▶ [Work item]
Return the lines of the data below in which the string "خلدون" occurs.

■ ■ ■

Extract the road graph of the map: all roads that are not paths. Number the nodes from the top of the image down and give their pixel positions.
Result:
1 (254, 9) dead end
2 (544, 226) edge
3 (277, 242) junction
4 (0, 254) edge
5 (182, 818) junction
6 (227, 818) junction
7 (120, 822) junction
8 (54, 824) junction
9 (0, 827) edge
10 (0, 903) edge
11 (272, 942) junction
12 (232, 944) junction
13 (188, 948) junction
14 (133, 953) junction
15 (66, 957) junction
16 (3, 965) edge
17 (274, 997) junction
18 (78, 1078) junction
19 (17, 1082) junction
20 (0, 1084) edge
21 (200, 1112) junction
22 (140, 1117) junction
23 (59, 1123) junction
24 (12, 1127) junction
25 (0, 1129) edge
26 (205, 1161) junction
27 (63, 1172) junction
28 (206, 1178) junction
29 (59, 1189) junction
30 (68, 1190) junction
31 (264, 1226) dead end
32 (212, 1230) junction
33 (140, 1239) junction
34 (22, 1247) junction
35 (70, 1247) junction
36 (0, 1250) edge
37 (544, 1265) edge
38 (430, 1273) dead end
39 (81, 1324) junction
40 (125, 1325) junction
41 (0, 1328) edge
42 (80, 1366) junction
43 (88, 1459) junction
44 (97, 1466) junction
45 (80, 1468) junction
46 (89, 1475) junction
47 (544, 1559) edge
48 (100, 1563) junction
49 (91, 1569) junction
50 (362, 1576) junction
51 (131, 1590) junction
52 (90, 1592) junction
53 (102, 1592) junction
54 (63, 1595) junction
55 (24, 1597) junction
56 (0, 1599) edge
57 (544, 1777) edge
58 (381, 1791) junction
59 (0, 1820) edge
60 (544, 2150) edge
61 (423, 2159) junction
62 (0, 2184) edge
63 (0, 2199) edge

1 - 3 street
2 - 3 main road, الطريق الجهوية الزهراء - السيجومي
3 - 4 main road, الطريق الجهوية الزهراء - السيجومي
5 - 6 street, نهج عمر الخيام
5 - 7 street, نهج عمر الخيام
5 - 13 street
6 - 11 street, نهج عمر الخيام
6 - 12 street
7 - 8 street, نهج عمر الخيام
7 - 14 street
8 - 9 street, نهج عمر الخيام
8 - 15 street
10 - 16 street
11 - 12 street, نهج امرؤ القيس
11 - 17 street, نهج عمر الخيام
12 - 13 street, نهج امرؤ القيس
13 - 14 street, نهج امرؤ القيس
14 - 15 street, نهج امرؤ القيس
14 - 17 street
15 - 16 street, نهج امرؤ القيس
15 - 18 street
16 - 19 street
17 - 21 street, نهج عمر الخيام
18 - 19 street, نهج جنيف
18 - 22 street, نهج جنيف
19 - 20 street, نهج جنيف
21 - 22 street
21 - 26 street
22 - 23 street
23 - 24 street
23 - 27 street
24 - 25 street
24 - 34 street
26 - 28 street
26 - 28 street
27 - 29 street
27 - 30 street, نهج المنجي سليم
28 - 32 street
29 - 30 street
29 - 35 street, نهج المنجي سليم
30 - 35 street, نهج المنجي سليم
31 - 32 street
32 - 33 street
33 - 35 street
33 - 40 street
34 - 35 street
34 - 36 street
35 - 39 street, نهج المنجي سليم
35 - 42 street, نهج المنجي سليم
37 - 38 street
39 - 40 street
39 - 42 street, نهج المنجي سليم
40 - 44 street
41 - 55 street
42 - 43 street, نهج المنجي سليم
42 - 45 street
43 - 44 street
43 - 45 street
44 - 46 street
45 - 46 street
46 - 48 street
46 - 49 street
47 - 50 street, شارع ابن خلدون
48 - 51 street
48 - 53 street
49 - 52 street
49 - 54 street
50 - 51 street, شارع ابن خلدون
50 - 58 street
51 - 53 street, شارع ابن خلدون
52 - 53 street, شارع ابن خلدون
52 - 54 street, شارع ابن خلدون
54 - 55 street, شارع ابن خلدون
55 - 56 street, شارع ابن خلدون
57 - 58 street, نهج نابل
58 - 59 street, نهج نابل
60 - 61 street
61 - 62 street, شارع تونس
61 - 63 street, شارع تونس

■ ■ ■

▶ [Reply to the exercise]
47 - 50 street, شارع ابن خلدون
50 - 51 street, شارع ابن خلدون
51 - 53 street, شارع ابن خلدون
52 - 53 street, شارع ابن خلدون
52 - 54 street, شارع ابن خلدون
54 - 55 street, شارع ابن خلدون
55 - 56 street, شارع ابن خلدون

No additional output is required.